Whichever lines of the material contain "Travessa", copy each of them.

╭──

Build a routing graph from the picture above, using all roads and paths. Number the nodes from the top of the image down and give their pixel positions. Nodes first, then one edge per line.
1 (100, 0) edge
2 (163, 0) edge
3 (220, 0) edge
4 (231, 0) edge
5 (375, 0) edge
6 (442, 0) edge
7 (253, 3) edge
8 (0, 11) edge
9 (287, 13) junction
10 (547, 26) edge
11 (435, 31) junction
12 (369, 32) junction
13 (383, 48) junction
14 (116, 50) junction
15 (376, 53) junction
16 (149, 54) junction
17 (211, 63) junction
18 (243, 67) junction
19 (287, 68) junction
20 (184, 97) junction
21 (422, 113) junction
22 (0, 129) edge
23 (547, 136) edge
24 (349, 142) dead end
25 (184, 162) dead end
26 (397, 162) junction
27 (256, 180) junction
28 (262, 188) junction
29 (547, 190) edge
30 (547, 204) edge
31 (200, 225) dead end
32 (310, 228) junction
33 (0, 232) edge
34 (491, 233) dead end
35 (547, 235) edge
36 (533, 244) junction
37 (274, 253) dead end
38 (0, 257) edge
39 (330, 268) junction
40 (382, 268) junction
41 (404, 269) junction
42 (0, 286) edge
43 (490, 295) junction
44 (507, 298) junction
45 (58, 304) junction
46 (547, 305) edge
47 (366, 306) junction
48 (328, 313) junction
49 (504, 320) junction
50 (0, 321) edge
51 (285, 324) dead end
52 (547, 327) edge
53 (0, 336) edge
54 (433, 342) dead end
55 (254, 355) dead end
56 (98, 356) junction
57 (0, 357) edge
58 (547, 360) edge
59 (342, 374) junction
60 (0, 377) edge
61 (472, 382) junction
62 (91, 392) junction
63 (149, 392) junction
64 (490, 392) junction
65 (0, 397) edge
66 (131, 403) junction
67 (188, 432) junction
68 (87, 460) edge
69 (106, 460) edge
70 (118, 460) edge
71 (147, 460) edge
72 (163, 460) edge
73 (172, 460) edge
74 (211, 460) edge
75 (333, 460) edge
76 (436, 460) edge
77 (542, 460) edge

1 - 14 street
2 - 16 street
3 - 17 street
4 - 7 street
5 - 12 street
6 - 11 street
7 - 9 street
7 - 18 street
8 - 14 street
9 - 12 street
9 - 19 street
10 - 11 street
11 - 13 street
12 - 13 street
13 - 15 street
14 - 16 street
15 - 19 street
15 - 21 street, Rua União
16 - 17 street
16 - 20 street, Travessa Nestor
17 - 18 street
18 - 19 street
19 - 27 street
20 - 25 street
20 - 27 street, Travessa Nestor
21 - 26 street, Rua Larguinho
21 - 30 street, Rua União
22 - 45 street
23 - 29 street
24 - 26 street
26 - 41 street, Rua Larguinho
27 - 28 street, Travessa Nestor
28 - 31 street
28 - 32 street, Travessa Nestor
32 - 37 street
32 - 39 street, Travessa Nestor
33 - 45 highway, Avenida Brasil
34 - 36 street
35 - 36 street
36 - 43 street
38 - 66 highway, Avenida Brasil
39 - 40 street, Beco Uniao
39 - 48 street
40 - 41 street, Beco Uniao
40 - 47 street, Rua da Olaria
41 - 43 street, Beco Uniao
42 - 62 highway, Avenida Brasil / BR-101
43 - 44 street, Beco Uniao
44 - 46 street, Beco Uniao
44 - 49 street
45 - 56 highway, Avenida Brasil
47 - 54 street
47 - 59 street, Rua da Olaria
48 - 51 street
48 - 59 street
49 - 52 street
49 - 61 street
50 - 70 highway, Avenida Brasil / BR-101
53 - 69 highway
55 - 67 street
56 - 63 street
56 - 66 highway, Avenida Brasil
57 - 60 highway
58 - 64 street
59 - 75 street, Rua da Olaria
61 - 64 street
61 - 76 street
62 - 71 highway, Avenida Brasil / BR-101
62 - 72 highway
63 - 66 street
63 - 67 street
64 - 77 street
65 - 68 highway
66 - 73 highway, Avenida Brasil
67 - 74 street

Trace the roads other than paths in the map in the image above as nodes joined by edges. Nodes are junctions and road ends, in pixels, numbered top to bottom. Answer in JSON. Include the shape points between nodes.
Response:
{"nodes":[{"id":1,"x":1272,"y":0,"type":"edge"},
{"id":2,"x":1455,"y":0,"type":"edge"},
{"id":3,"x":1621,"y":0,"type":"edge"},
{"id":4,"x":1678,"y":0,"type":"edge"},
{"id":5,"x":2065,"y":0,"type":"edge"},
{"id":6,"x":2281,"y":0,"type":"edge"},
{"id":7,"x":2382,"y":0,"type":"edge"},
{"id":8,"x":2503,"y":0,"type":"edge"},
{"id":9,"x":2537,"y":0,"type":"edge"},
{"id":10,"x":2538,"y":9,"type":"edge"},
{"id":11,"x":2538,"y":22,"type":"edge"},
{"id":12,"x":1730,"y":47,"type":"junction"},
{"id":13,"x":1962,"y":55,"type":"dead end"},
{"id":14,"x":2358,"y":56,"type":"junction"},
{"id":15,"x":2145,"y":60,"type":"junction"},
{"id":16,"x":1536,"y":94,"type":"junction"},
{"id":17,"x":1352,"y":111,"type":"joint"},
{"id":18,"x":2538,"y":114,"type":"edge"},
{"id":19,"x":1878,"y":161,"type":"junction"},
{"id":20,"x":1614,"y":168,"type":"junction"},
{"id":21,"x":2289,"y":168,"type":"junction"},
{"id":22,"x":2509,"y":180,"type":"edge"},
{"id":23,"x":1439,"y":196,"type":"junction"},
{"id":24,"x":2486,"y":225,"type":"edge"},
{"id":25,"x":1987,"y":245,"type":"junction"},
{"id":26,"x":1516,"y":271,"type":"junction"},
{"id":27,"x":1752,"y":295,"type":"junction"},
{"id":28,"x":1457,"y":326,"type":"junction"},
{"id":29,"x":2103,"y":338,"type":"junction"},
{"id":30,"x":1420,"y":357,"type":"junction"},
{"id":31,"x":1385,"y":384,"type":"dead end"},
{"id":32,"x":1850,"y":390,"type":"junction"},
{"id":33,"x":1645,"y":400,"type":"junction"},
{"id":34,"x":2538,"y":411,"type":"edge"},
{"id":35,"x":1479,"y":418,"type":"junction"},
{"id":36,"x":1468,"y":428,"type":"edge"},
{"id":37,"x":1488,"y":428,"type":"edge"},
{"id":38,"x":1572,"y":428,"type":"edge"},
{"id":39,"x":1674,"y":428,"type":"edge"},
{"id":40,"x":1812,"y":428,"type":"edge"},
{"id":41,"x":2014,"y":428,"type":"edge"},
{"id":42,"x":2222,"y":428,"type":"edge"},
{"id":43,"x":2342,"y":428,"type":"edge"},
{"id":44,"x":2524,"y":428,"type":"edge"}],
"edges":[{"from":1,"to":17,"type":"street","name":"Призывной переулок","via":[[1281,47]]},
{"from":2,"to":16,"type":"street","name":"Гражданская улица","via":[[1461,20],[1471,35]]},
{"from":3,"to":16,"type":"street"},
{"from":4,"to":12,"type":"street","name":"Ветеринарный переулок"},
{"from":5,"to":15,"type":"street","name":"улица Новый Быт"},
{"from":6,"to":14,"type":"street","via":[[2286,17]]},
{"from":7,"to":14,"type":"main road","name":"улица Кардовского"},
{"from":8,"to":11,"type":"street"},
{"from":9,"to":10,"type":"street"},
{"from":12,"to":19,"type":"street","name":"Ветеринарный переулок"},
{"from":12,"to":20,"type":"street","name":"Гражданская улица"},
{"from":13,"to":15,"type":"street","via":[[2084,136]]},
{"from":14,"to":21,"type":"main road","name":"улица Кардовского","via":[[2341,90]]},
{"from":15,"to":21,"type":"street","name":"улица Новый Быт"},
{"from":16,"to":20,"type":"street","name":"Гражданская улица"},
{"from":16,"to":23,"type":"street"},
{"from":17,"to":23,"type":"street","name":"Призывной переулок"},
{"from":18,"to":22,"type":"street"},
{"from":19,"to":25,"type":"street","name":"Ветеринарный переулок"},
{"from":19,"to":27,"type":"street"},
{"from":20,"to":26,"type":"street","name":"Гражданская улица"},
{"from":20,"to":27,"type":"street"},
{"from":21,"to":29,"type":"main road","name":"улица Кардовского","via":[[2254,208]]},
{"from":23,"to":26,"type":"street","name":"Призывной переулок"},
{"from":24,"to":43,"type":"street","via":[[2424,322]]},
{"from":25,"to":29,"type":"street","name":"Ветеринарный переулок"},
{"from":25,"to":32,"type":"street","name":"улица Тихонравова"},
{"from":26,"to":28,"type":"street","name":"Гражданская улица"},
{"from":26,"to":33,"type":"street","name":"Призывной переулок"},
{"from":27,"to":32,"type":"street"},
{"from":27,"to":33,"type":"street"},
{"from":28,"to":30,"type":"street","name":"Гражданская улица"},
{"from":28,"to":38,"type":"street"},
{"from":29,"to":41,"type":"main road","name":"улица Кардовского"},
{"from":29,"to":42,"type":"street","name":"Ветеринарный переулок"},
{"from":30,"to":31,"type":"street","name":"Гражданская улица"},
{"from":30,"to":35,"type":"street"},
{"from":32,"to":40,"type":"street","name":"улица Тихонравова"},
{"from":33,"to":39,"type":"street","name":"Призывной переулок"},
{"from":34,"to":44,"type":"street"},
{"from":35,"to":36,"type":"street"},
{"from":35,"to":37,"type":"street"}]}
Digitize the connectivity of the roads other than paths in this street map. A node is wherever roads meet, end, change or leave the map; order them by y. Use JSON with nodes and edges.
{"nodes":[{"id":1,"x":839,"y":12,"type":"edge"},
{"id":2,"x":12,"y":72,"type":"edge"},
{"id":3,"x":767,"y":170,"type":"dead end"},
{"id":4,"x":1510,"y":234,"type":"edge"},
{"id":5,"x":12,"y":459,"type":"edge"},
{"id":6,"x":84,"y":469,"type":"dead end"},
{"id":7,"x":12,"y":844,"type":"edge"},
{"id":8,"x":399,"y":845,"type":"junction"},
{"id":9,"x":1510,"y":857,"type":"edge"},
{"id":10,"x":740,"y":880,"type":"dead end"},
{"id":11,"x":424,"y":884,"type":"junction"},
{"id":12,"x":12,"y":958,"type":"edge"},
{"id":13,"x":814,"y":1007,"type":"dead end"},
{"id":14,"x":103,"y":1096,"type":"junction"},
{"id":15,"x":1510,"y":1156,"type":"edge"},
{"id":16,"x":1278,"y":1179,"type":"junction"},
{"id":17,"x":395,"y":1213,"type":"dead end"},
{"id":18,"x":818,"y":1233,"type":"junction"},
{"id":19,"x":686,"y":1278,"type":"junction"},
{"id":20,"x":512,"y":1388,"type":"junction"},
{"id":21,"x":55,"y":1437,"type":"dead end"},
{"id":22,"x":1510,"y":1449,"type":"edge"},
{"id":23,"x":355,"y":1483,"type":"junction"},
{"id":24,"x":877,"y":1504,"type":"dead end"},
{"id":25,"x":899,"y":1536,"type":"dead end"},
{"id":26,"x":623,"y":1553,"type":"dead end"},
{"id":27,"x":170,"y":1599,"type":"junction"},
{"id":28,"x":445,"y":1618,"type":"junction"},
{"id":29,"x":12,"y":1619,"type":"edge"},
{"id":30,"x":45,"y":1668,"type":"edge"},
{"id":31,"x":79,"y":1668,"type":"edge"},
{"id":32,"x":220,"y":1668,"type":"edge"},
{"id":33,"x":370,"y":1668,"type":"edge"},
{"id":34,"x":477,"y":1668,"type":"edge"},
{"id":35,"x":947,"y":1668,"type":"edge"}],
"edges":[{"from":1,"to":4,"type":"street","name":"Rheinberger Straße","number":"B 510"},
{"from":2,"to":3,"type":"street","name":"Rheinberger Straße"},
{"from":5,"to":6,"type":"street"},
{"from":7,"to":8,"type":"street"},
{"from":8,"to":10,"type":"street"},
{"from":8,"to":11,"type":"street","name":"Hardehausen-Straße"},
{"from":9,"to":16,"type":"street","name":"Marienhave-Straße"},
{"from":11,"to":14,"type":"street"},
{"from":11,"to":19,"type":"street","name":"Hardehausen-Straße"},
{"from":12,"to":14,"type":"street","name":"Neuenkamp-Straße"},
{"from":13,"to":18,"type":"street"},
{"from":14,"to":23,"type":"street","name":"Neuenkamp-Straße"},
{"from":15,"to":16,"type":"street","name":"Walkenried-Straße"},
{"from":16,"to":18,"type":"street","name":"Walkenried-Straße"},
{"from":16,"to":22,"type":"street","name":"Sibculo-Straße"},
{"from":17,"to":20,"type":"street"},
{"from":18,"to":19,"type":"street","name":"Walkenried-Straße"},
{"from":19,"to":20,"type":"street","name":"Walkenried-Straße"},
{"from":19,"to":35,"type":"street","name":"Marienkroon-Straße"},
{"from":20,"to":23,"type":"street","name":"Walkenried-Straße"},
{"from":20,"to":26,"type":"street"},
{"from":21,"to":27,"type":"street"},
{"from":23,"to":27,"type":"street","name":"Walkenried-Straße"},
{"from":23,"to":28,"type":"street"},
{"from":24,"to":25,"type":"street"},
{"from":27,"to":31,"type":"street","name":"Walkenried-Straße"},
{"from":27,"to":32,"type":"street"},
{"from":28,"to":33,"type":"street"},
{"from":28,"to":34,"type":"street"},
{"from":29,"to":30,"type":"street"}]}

╰──

> EXERCISE OUTPUT:
16 - 20 street, Travessa Nestor
20 - 27 street, Travessa Nestor
27 - 28 street, Travessa Nestor
28 - 32 street, Travessa Nestor
32 - 39 street, Travessa Nestor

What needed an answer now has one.